Pourquoi cette consigne ? Tout simplement parce que Suavelos n’est pas un organisme militant. Nous avons bien conscience d’avoir un écho au sein de la « fachosphère » et d’en faire évidemment parti, même s’il y a matière à la critiquer, à en remettre en question les membres et parfois les dogmes trop rigides. Nous entretenons des liens d’amitié et de combat avec de nombreux militants et chefs de mouvements nationalistes, mais notre démarche s’est toujours voulue différente. Beaucoup de gens ayant rejoint Suavelos l’ont fait pour cela. C’était écrit dès le début, très clairement. Pour autant, nous n’empêchons personne de continuer à militer au sein de mouvements déjà bien implantés.
Les principaux acteurs de la communauté que nous créons ont estimé que leur place n’était pas en première ligne des manifs Gilets Jaunes. Je partage cette idée, et je ne pense pas être le seul. Nous pensons que l’implication, trop visible, de leaders d’opinion catalogués racistes, peut faire plus de mal que de bien.

Maintenant, reste la seule question qui a de l’importance : Que faire ? Que faire d’un point de vue communautaire ? Si Suavelos n’est pas un mouvement militant « de rue », alors que propose t-il ?

J’ai été militant de terrain, j’ai collé, boîté, tracté, agité des banderoles et manifesté dans différents mouvements pendant une dizaine d’années, des Jeunesses Identitaires au Mouvements d’Action Social, en passant par l’Oeuvre Française. Toutes ces années nous avons taché de trouver des moyens d’influencer l’opinion, de répandre nos idées, de nous faire connaître. J’ai distribué des centaines des tracts au moment où clairement, tout le monde s’en fichait et où la lutte contre l’immigration était à peine un sujet de 3ème partie de soirée à la TV. Aujourd’hui, au cœur d’une crise politique, il est temps d’unir nos forces et nos esprits pour tenter de tirer la couverture vers nous.
Nous ne pouvons pas nous plaindre de voir cette révolte populaire se faire récupérer par la gauche si nous-même nous n’essayons pas d’exercer notre pouvoir de pression. Nous avons peu de troupes, peu de moyens, c’est vrai, mais nous avons une brèche, si étroite soit-elle, et il serait ridicule de ne pas l’exploiter.
J’ai cessé depuis longtemps de rêver au mythe de la marche sur Rome. Les manifestations violentes ont leur sens symbolique, elles auront sans doute quelques petites conséquences politiques. Malgré tout, je crois qu’il nous faut agir sur un plan plus profond, car il y aura clairement un « avant » et un « après » Gilets Jaunes. Les foules ne sont jamais politisées, il est temps de prendre les choses telles qu’elles sont pour essayer d’agir à notre portée. Si des idées doivent se dégager de ce mouvement spontané, cela se fera après, et les événements ne seront que des révélateurs. Des choses très concrètes peuvent émerger, à nous d’influencer l’esprit du temps.

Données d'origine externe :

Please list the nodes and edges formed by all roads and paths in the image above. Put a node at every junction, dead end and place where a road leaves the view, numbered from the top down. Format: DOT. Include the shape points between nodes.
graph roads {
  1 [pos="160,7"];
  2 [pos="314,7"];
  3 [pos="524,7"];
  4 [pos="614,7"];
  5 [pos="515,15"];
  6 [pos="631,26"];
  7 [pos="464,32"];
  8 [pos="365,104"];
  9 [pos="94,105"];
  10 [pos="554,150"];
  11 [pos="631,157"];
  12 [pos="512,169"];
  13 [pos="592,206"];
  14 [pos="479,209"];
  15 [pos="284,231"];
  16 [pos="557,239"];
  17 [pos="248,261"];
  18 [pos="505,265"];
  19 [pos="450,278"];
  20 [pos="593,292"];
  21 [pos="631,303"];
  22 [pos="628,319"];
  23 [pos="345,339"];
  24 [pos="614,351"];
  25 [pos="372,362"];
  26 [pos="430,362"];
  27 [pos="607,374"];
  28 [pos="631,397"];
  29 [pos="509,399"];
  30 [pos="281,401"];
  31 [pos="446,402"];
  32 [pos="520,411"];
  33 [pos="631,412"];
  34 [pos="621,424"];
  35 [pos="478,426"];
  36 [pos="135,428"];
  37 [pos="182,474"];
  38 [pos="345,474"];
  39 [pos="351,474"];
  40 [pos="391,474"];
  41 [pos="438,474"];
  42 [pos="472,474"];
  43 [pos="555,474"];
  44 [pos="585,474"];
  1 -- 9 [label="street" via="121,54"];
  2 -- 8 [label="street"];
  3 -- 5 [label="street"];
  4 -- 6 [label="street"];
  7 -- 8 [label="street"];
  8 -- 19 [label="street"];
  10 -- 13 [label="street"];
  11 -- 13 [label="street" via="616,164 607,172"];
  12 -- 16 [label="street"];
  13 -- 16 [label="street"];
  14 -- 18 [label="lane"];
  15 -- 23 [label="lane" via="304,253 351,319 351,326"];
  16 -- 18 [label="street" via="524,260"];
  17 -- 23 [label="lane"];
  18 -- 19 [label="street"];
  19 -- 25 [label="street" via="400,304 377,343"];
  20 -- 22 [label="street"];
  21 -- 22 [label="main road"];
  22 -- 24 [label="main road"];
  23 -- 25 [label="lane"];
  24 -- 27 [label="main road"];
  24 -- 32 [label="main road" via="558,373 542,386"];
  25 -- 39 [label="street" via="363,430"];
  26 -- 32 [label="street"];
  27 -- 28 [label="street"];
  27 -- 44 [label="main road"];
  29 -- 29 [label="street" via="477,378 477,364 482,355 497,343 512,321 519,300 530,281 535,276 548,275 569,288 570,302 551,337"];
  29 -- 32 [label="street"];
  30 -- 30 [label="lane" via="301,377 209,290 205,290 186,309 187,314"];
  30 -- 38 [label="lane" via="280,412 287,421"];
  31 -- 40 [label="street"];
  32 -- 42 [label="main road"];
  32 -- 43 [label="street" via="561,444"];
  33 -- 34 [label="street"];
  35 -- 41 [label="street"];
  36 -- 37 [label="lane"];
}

Ce que je vous propose ici, c’est que nous soumettions nos idées d’actions d’influences au sein du mouvements des GJ et que nous en discutions. Voici quelques pistes à suivre.

 

Sur internet :

_ Rejoignez les groupes de GJ sur facebook, sans oublier les groupes locaux.
_ Commentez, diffusez, infiltrez, en essayant d’influencer avec beaucoup de stratégie. Cela veut dire qu’une imagerie éculée (fascisme du passé et mort 100 fois) et un profil troll seront clairement contre-productifs.
_ Sur twitter, lancez des recherches avec les mots-clés de votre ville pour repérer les profils de GJ près de chez vous, et faites la même chose sur tous les réseaux.

 

Sur le terrain :

_ Allez rencontrer les bloqueurs aux ronds-points. Suavelos est un mouvement communautaire. Nous avons déjà réussi à créer de nombreuses communautés actives, et il est temps de se montrer. Vous pouvez les soutenir en apportant de quoi boire et manger. Discutez avec tout le monde, soyez sympas et jamais trop « hardcore » dans vos déclarations.
_ Il y a une dimension très communautaire dans ces blocages, Romain Guérin l’a fort bien exprimé d’ailleurs. Les gens se parlent, se rencontrent, se connaissent enfin alors qu’ils vivaient parfois dans le même bâtiment. Montrez-vous impliqués, détendus, à l’écoute ; c’est maintenant que vous construisez les liens de votre communauté. Ces gens pourraient devenir des amis, et bientôt des frères au sein de notre clan.
_ Dans tous les cas, apprenons à influencer de manière intelligente. Mettons notre ego de côté. La provocation, ça ne fonctionnera pas. Ayez un discours simple, direct, sur des thèmes qui ne choquent pas (évitez les Histoires de loi Gayssot, qui n’ont rien à faire dans cette polémique). Le coût de l’immigration reste le meilleur angle (pour info, les études menées par Gourevitch estiment le coût de l’immigration à plus de 70 milliards par an – le genre de chiffres à diffuser à volonté).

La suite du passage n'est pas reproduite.